Como contrapunto a todo ello estaría el Estado. Una construcción jurídico-administrativa ajustado a reglas de convivencia de las sociedades, para evitar actuaciones irregulares, delictivas o criminales. Para ello se lo dotaba de poder legislativo y de tribunales de justicia, así como de una organización de servicios públicos o gobierno. Los estados de Derecho se configuran de esta forma al servicio de los ciudadanos que los constituyen. No al revés.

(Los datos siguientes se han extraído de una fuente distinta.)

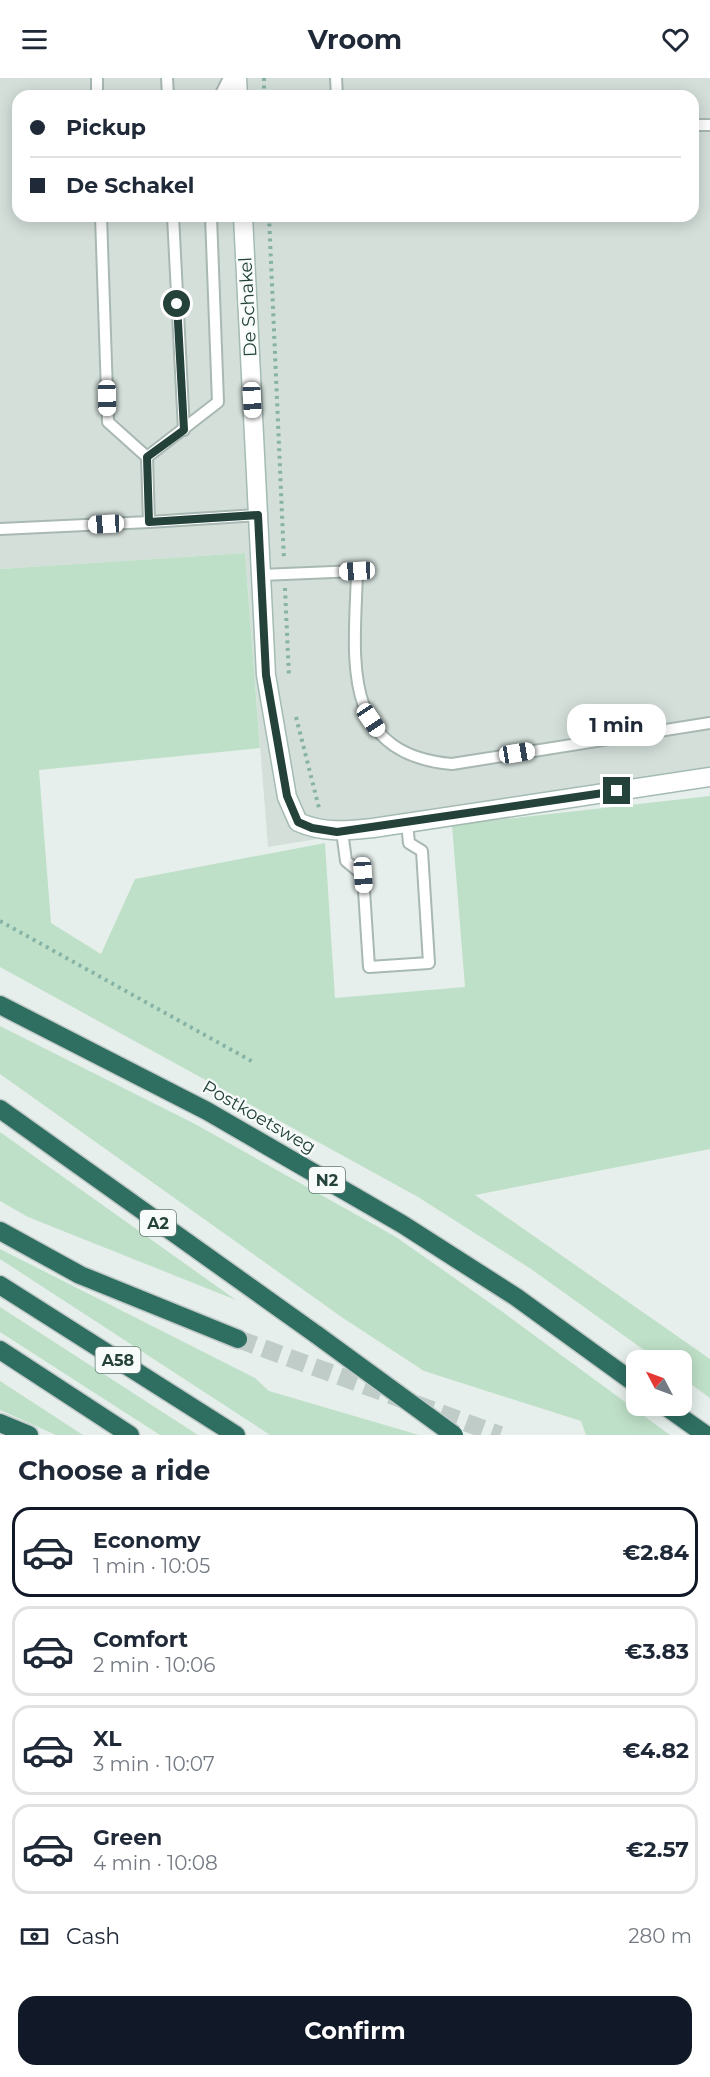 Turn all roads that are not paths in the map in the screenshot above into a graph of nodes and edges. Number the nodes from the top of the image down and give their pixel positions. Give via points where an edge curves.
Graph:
1 (101, 222) edge
2 (173, 222) edge
3 (211, 222) edge
4 (243, 222) edge
5 (184, 430) junction
6 (147, 457) junction
7 (258, 515) junction
8 (149, 522) junction
9 (0, 530) edge
10 (261, 575) junction
11 (710, 723) edge
12 (710, 777) edge
13 (407, 823) junction
14 (339, 831) junction
15 (0, 1005) edge
16 (0, 1110) edge
17 (0, 1231) edge
18 (0, 1285) edge
19 (238, 1339) tunnel mouth
20 (0, 1350) edge
21 (626, 1377) edge
22 (679, 1416) edge
23 (0, 1423) edge
24 (29, 1435) edge
25 (130, 1435) edge
26 (236, 1435) edge
27 (454, 1435) edge
28 (706, 1435) edge

1 - 6 lane via 108,422
2 - 5 lane
3 - 5 lane via 218,402
4 - 7 street, De Schakel
5 - 6 lane
6 - 8 lane
7 - 8 lane
7 - 10 street, De Schakel
8 - 9 lane
10 - 11 lane via 357,571 357,687 364,710 395,747 425,761 452,764
10 - 14 street, De Schakel via 266,675 287,796 298,822
12 - 13 street, De Schakel
13 - 14 street, De Schakel
13 - 14 lane via 409,843 422,851 429,963 369,967 363,875 346,861
15 - 21 highway, Postkoetsweg / N2 via 207,1111 402,1224 516,1296
16 - 27 highway, A2, bridge
17 - 19 highway via 80,1275
18 - 26 highway, A58
20 - 25 highway
22 - 28 highway
23 - 24 highway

Pues bien, henos aquí de nuevo observando el juego político que nuestro estado de Derecho actual permite interpretar a conveniencia de unos u otros, ante la perplejidad de lo que conocemos como “soberanía nacional de la que emanan los poderes del Estado” (artº 1.2 C.E.). Unos “poderes” que corresponden al pueblo y que éste deja en manos del Estado que representa a España a través de la Constitución de 1978, bajo unos principios inalienables: “la unidad de la nación española, patria común e indivisible de todos los españoles” (artº 2 C.E.), así como valores de “libertad, justicia, igualdad y pluralismo político” (artº 1.1. C.E.) sin ninguna excepción.

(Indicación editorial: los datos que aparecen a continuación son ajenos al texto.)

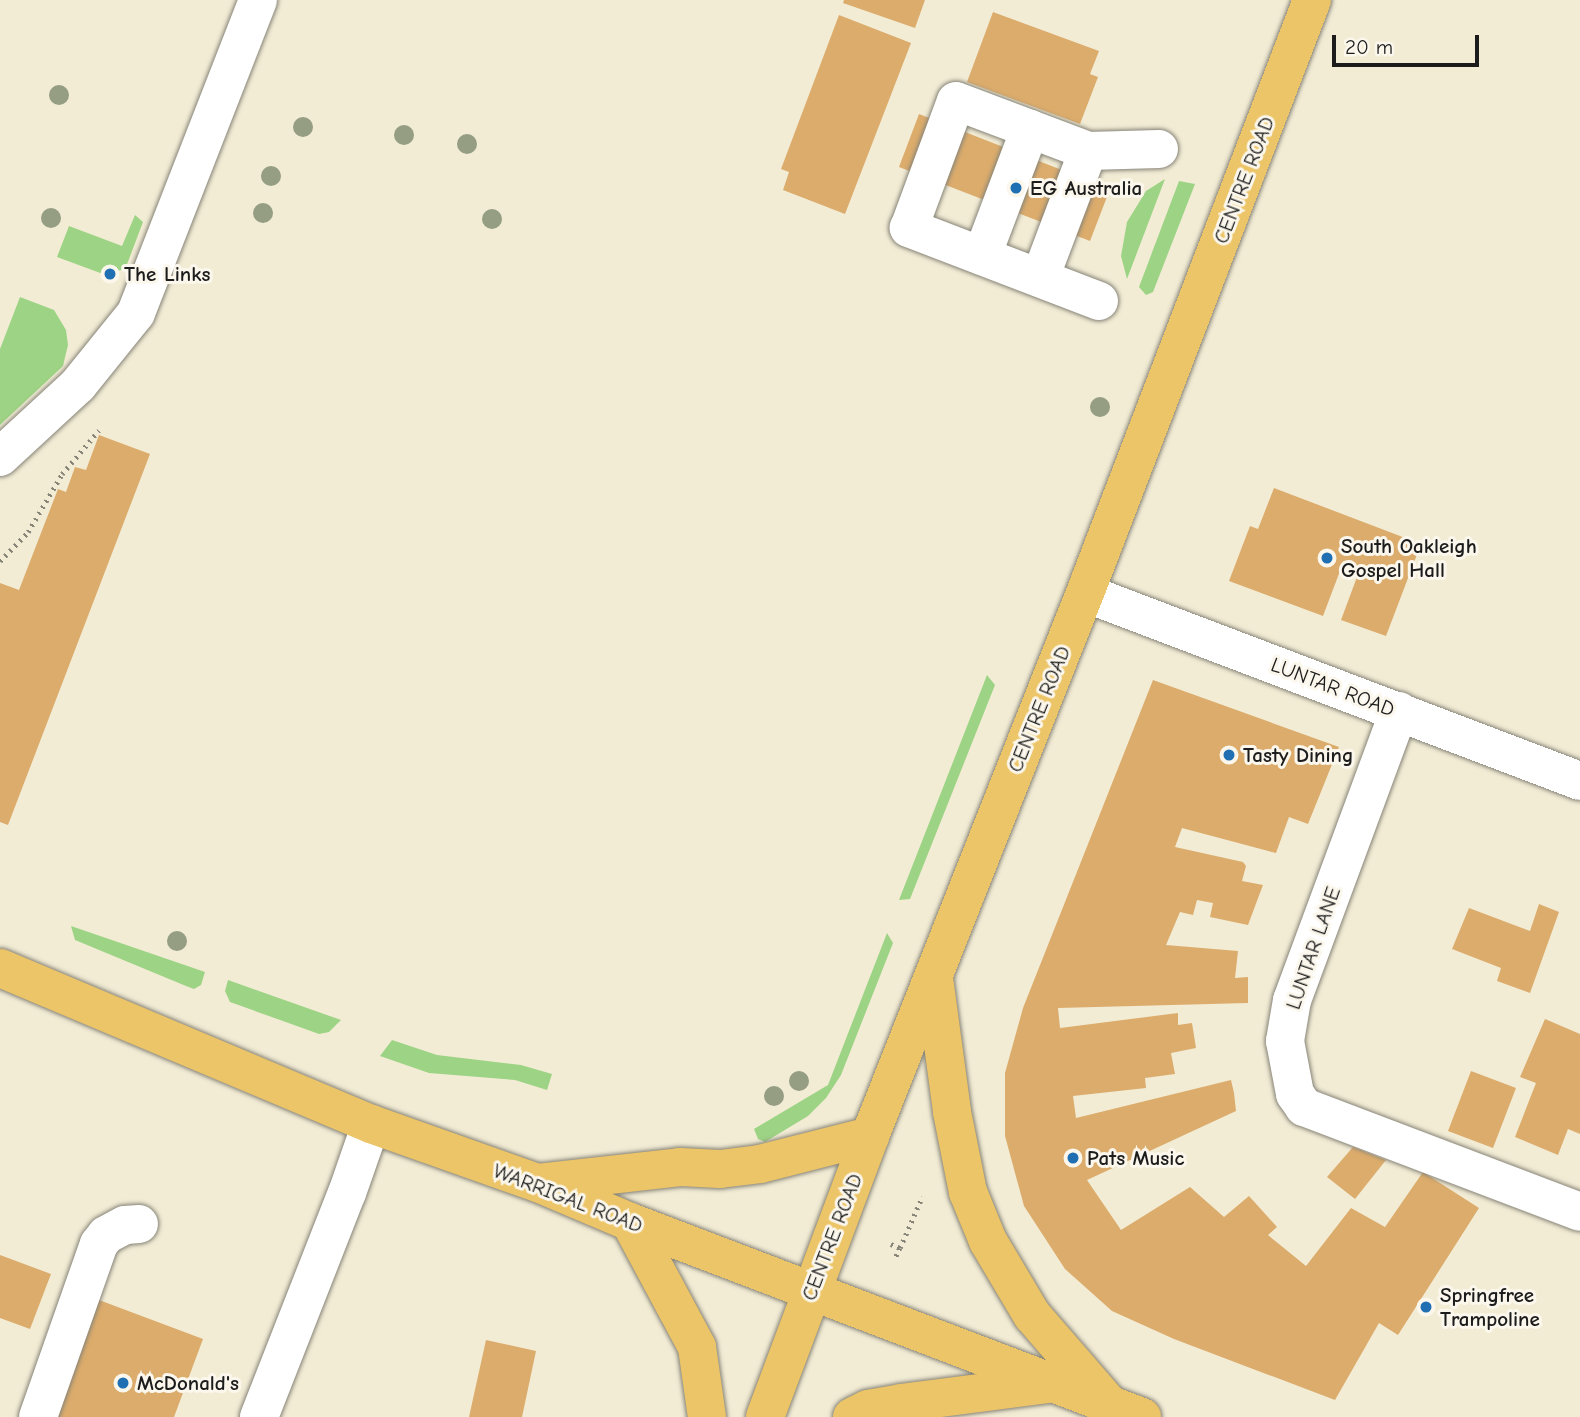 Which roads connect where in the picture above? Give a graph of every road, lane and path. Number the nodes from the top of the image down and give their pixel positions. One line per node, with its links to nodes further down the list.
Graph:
1 (258, 0): 10 (street)
2 (1312, 0): 12 (main road, CENTRE ROAD)
3 (1030, 129): 5 (street); 6 (street); 6 (street)
4 (1159, 149): 5 (street)
5 (1088, 151): 7 (street)
6 (982, 256): 7 (street)
7 (1040, 278): 8 (street)
8 (1099, 300)
9 (107, 421): 11 (path)
10 (0, 457)
11 (0, 561)
12 (1085, 593): 13 (street, LUNTAR ROAD); 16 (main road, CENTRE ROAD)
13 (1399, 711): 14 (street, LUNTAR ROAD); 21 (street, LUNTAR LANE)
14 (1580, 781)
15 (0, 968): 17 (main road, WARRIGAL ROAD)
16 (934, 976): 18 (main road, CENTRE ROAD); 29 (main road)
17 (371, 1124): 19 (main road, WARRIGAL ROAD); 31 (street)
18 (870, 1136): 19 (main road); 27 (main road, CENTRE ROAD)
19 (538, 1183): 22 (main road, WARRIGAL ROAD)
20 (928, 1185): 25 (path)
21 (1580, 1212)
22 (630, 1222): 27 (main road, WARRIGAL ROAD); 32 (main road)
23 (139, 1224): 30 (street)
24 (891, 1244): 25 (path)
25 (900, 1248): 26 (path)
26 (895, 1259)
27 (811, 1291): 28 (main road, WARRIGAL ROAD); 33 (main road, CENTRE ROAD)
28 (1055, 1383): 29 (main road, WARRIGAL ROAD); 34 (main road)
29 (1126, 1410)
30 (37, 1417)
31 (259, 1417)
32 (707, 1417)
33 (765, 1417)
34 (852, 1417)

No nos cansaremos de repetir que los gobiernos o Administraciones Públicas son solamente uno de los “poderes” clásicos en que se asienta el Estado: legislativo, ejecutivo y judicial, cada uno con unas funciones definidas que se complementan pero que, a su vez, se controlan entre sí. Si el legislativo donde reside la representación política de los ciudadanos no legisla o regula, el ejecutivo carece de base jurídica de actuación y el judicial no tiene razón de existir.
Para el funcionamiento regular de estas instituciones, el Estado se dota de una figura: la jefatura del mismo, encomendada al rey y la convierte “en símbolo de su unidad y permanencia” con poderes para arbitrar y moderar el funcionamiento regular de las instituciones”. (artº 56.1 C.E.) dotándolo a estos efectos de las atribuciones recogidas en el artº 62 de la C.E. (que son muchas) en la que destacamos a los efectos de actualidad: “d) Proponer el candidato a presidente del gobierno y en su caso nombrarlo, así como poner fin a sus funciones….” lo que se complementa con: “b) Convocar y disolver las Cortes generales y convocar elecciones….”.

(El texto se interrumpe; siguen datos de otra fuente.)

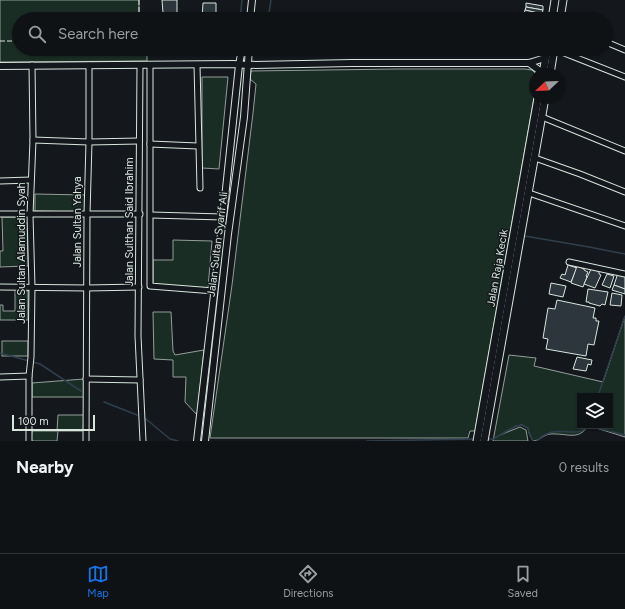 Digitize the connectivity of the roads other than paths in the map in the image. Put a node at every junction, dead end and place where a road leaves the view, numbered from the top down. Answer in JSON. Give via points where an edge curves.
{"nodes":[{"id":1,"x":252,"y":0,"type":"edge"},
{"id":2,"x":555,"y":0,"type":"edge"},
{"id":3,"x":563,"y":0,"type":"edge"},
{"id":4,"x":251,"y":12,"type":"edge"},
{"id":5,"x":553,"y":12,"type":"edge"},
{"id":6,"x":561,"y":12,"type":"edge"},
{"id":7,"x":613,"y":45,"type":"edge"},
{"id":8,"x":625,"y":50,"type":"edge"},
{"id":9,"x":241,"y":56,"type":"edge"},
{"id":10,"x":249,"y":56,"type":"edge"},
{"id":11,"x":551,"y":56,"type":"edge"},
{"id":12,"x":572,"y":56,"type":"edge"},
{"id":13,"x":545,"y":58,"type":"joint"},
{"id":14,"x":529,"y":62,"type":"junction"},
{"id":15,"x":32,"y":65,"type":"junction"},
{"id":16,"x":89,"y":65,"type":"junction"},
{"id":17,"x":140,"y":65,"type":"junction"},
{"id":18,"x":150,"y":65,"type":"junction"},
{"id":19,"x":197,"y":65,"type":"junction"},
{"id":20,"x":239,"y":65,"type":"junction"},
{"id":21,"x":248,"y":65,"type":"junction"},
{"id":22,"x":0,"y":66,"type":"edge"},
{"id":23,"x":537,"y":68,"type":"edge"},
{"id":24,"x":545,"y":68,"type":"edge"},
{"id":25,"x":547,"y":68,"type":"edge"},
{"id":26,"x":625,"y":77,"type":"edge"},
{"id":27,"x":538,"y":104,"type":"edge"},
{"id":28,"x":544,"y":104,"type":"edge"},
{"id":29,"x":542,"y":117,"type":"junction"},
{"id":30,"x":536,"y":132,"type":"junction"},
{"id":31,"x":32,"y":140,"type":"junction"},
{"id":32,"x":139,"y":141,"type":"junction"},
{"id":33,"x":89,"y":142,"type":"junction"},
{"id":34,"x":150,"y":144,"type":"junction"},
{"id":35,"x":198,"y":146,"type":"junction"},
{"id":36,"x":625,"y":151,"type":"edge"},
{"id":37,"x":535,"y":158,"type":"junction"},
{"id":38,"x":31,"y":180,"type":"junction"},
{"id":39,"x":0,"y":181,"type":"edge"},
{"id":40,"x":200,"y":188,"type":"dead end"},
{"id":41,"x":625,"y":192,"type":"edge"},
{"id":42,"x":529,"y":193,"type":"junction"},
{"id":43,"x":0,"y":214,"type":"edge"},
{"id":44,"x":87,"y":214,"type":"junction"},
{"id":45,"x":140,"y":214,"type":"junction"},
{"id":46,"x":30,"y":215,"type":"junction"},
{"id":47,"x":151,"y":215,"type":"junction"},
{"id":48,"x":223,"y":217,"type":"junction"},
{"id":49,"x":625,"y":226,"type":"edge"},
{"id":50,"x":569,"y":262,"type":"dead end"},
{"id":51,"x":625,"y":274,"type":"edge"},
{"id":52,"x":0,"y":287,"type":"edge"},
{"id":53,"x":32,"y":287,"type":"junction"},
{"id":54,"x":139,"y":287,"type":"junction"},
{"id":55,"x":87,"y":288,"type":"junction"},
{"id":56,"x":214,"y":291,"type":"junction"},
{"id":57,"x":498,"y":347,"type":"junction"},
{"id":58,"x":29,"y":376,"type":"junction"},
{"id":59,"x":0,"y":377,"type":"edge"},
{"id":60,"x":86,"y":379,"type":"junction"},
{"id":61,"x":140,"y":380,"type":"junction"},
{"id":62,"x":483,"y":425,"type":"junction"},
{"id":63,"x":199,"y":426,"type":"junction"},
{"id":64,"x":207,"y":427,"type":"junction"},
{"id":65,"x":29,"y":441,"type":"edge"},
{"id":66,"x":86,"y":441,"type":"edge"},
{"id":67,"x":143,"y":441,"type":"edge"},
{"id":68,"x":197,"y":441,"type":"edge"},
{"id":69,"x":205,"y":441,"type":"edge"},
{"id":70,"x":477,"y":441,"type":"edge"},
{"id":71,"x":484,"y":441,"type":"edge"}],
"edges":[{"from":1,"to":4,"type":"street"},
{"from":2,"to":5,"type":"main road"},
{"from":3,"to":6,"type":"main road"},
{"from":7,"to":8,"type":"street"},
{"from":9,"to":20,"type":"street","name":"Jalan Sultan Syarif Ali"},
{"from":10,"to":21,"type":"street","name":"Jalan Sultan Syarif Ali"},
{"from":11,"to":25,"type":"main road"},
{"from":12,"to":26,"type":"street"},
{"from":13,"to":14,"type":"street"},
{"from":13,"to":24,"type":"main road"},
{"from":14,"to":21,"type":"street"},
{"from":14,"to":23,"type":"street"},
{"from":15,"to":16,"type":"street"},
{"from":15,"to":22,"type":"street"},
{"from":15,"to":31,"type":"street","name":"Jalan Sultan Alamuddin Syah"},
{"from":16,"to":17,"type":"street"},
{"from":16,"to":33,"type":"street","name":"Jalan Sultan Yahya"},
{"from":17,"to":18,"type":"street"},
{"from":17,"to":32,"type":"street","name":"Jalan Sulthan Said Ibrahim"},
{"from":18,"to":19,"type":"street"},
{"from":18,"to":34,"type":"street"},
{"from":19,"to":20,"type":"street"},
{"from":19,"to":35,"type":"street"},
{"from":20,"to":21,"type":"street"},
{"from":20,"to":48,"type":"street","name":"Jalan Sultan Syarif Ali"},
{"from":21,"to":64,"type":"street","name":"Jalan Sultan Syarif Ali"},
{"from":27,"to":30,"type":"main road","name":"Jalan Raja Kecik"},
{"from":28,"to":29,"type":"main road","name":"Jalan Raja Kecik"},
{"from":29,"to":30,"type":"main road","name":"Jalan Raja Kecik"},
{"from":29,"to":36,"type":"street"},
{"from":30,"to":37,"type":"main road","name":"Jalan Raja Kecik"},
{"from":30,"to":57,"type":"main road","name":"Jalan Raja Kecik"},
{"from":31,"to":33,"type":"street"},
{"from":31,"to":38,"type":"street","name":"Jalan Sultan Alamuddin Syah"},
{"from":32,"to":33,"type":"street"},
{"from":32,"to":45,"type":"street","name":"Jalan Sulthan Said Ibrahim"},
{"from":33,"to":44,"type":"street","name":"Jalan Sultan Yahya"},
{"from":34,"to":35,"type":"street"},
{"from":34,"to":47,"type":"street"},
{"from":35,"to":40,"type":"street"},
{"from":37,"to":41,"type":"street"},
{"from":37,"to":42,"type":"main road","name":"Jalan Raja Kecik"},
{"from":38,"to":39,"type":"street"},
{"from":38,"to":46,"type":"street","name":"Jalan Sultan Alamuddin Syah"},
{"from":42,"to":49,"type":"street"},
{"from":42,"to":57,"type":"main road","name":"Jalan Raja Kecik"},
{"from":43,"to":46,"type":"street"},
{"from":44,"to":45,"type":"street"},
{"from":44,"to":46,"type":"street"},
{"from":44,"to":55,"type":"street","name":"Jalan Sultan Yahya"},
{"from":45,"to":54,"type":"street","name":"Jalan Sulthan Said Ibrahim"},
{"from":46,"to":53,"type":"street","name":"Jalan Sultan Alamuddin Syah"},
{"from":47,"to":48,"type":"street"},
{"from":47,"to":56,"type":"street","via":[[150,286]]},
{"from":48,"to":56,"type":"street","name":"Jalan Sultan Syarif Ali"},
{"from":50,"to":51,"type":"street"},
{"from":52,"to":53,"type":"street"},
{"from":53,"to":55,"type":"street"},
{"from":53,"to":58,"type":"street","name":"Jalan Sultan Alamuddin Syah"},
{"from":54,"to":55,"type":"street"},
{"from":54,"to":61,"type":"street","name":"Jalan Sulthan Said Ibrahim"},
{"from":55,"to":60,"type":"street","name":"Jalan Sultan Yahya"},
{"from":56,"to":63,"type":"street","name":"Jalan Sultan Syarif Ali"},
{"from":57,"to":62,"type":"main road","name":"Jalan Raja Kecik"},
{"from":58,"to":59,"type":"street"},
{"from":58,"to":65,"type":"street","name":"Jalan Sultan Alamuddin Syah"},
{"from":60,"to":61,"type":"street"},
{"from":60,"to":66,"type":"street","name":"Jalan Sultan Yahya"},
{"from":61,"to":67,"type":"street","name":"Jalan Sulthan Said Ibrahim"},
{"from":62,"to":70,"type":"main road","name":"Jalan Raja Kecik"},
{"from":62,"to":71,"type":"main road","name":"Jalan Raja Kecik"},
{"from":63,"to":64,"type":"street"},
{"from":63,"to":68,"type":"street","name":"Jalan Sultan Syarif Ali"},
{"from":64,"to":69,"type":"street","name":"Jalan Sultan Syarif Ali"}]}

Es indudable que las instituciones públicas no funcionan regularmente o, lo que es lo mismo, se ha conseguido retorcer el texto constitucional para poner al Estado (la soberanía nacional) al servicio de los “poderes” en lugar de ser al contrario. Ha existido una apropiación del Estado ya no por tales poderes, sino por los partidos políticos correspondientes a cada gobierno sin que haya saltado las alarmas de control. Esto ha ido propiciando el “poder cesarista de los ejecutivos, inconstitucional y antidemocrático” que Spengler ya anunciaba en su obra “La decadencia de Occidente” para este milenio. Los partidos al amparo del artº 6 de la C.E. se han erigido como únicos representantes del pluralismo político, no ya recogiendo las aspiraciones sociales que ignoran, sino imponiendo las que les resultan más interesantes a su única aspiración: el poder de mandar, de nombrar candidatos y cargos, de establecer compensaciones económicas y subvenciones, de tener privilegios, de poner en marcha leyes (incluso con vulneración de derechos fundamentales), de comprar voluntades y votos a costa de los presupuestos, de “okupar” por unos medios u otros a las instituciones, empresas, corporaciones, sociedades y hasta organizaciones civiles, consiguiendo así un poder absoluto o totalitariosin más luz que las convocatorias electorales ajustadas a cuando resulten más rentables.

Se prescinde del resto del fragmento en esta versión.